2000 picture book by Shaun Tan

The Lost Thing (2000) is a picture book written and illustrated by Shaun Tan that was also adapted into an Academy Award-winning animated short film.

==Plot==
Set in a dystopian Melbourne, Australia, in the near future, The Lost Thing is a story about Shaun who enjoys collecting bottle tops for his bottle top collection. One day, while collecting bottle tops near a beach, he discovers a strange creature, that seems to be a combination of a crab, an octopus, and an industrial boiler. This creature is referred to as "The Lost Thing" by the narrator.

Shaun realizes the creature is lost and out of place in the city. He attempts to find its owner or otherwise its source but is not able to, due to the indifference of everyone else. Pete, an opinionated friend of Shaun's, explains that it may not actually belong anywhere.

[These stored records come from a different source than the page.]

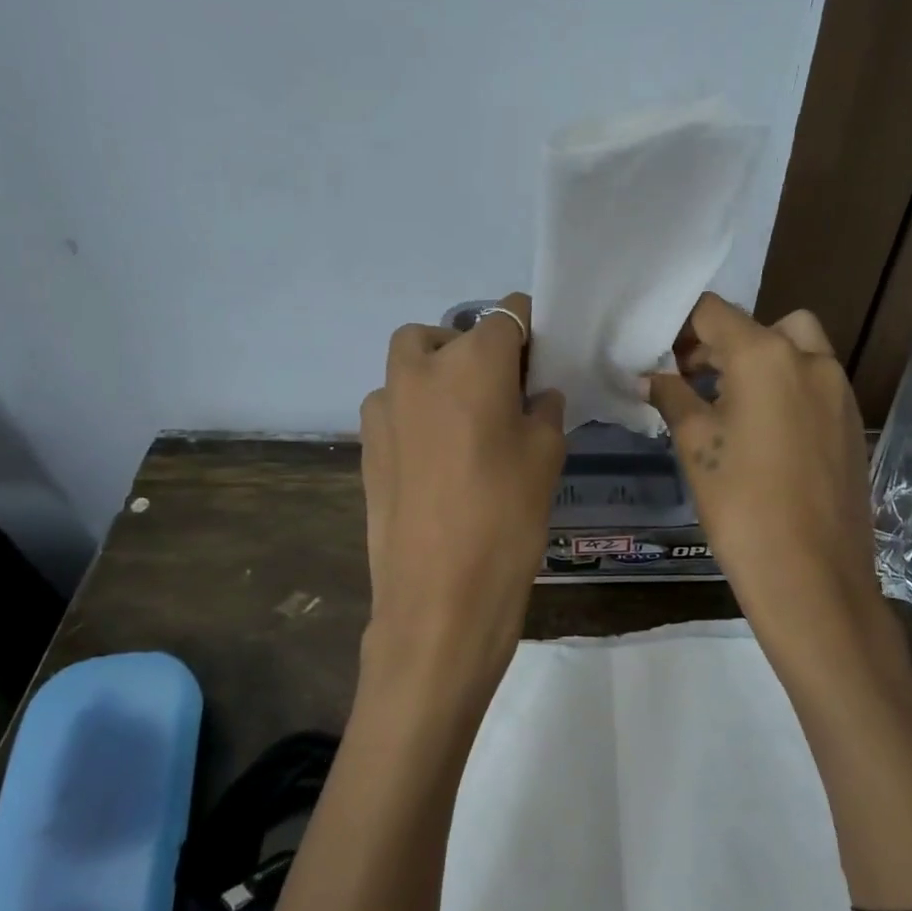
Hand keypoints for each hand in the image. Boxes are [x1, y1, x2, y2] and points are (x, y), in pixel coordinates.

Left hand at [359, 293, 565, 706]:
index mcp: (473, 361)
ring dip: (437, 375)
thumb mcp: (546, 455)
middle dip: (474, 348)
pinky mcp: (365, 443)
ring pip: (411, 364)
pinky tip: (435, 456)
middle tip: (500, 390)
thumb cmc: (507, 516)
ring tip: (464, 422)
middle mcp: (421, 368)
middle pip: (448, 333)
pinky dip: (414, 411)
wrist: (440, 596)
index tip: (539, 357)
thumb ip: (543, 410)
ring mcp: (384, 405)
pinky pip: (392, 406)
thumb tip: (535, 395)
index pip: (507, 314)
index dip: (528, 329)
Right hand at [645, 294, 884, 669]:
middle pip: (760, 326)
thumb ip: (672, 397)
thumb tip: (652, 377)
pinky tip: (761, 432)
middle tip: (690, 379)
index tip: (660, 355)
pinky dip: (785, 387)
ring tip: (725, 404)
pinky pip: (814, 383)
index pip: (714, 312)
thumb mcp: (694, 444)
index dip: (681, 326)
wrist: (812, 576)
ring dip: (759, 361)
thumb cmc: (741, 503)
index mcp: (766, 355)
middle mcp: (810, 360)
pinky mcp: (852, 422)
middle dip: (721, 344)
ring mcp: (839, 391)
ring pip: (795, 350)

When he seeks help from a government agency, he is met by a creature who warns that the department exists only to hide and forget about uncategorizable things, and gives him a business card with an arrowhead sign on it. After searching much of the city for the sign, which they find and follow numerous times, Shaun discovers a utopian land for lost things, where he parts ways with the creature, and continues on with his life - although he was unable to say whether the creature, or any of the others, really belonged there.

==2010 film==
This book was adapted into a 15-minute animated short film in 2010, directed by Shaun Tan and Andrew Ruhemann and narrated by Tim Minchin. It won the Oscar for Best Animated Short. It was nominated for the 2011 Hugo Award for Best Dramatic Presentation, Short Form.

The film was produced by Sophie Byrne with Passion Pictures Australia and animated by two primary artists; CG lead Tom Bryant and animator and editor Leo Baker. Tom Bryant was located in Scotland, whilst Leo Baker worked from Melbourne. The film was in development for some years, but took three years of full-time production to complete between 2007 and 2010.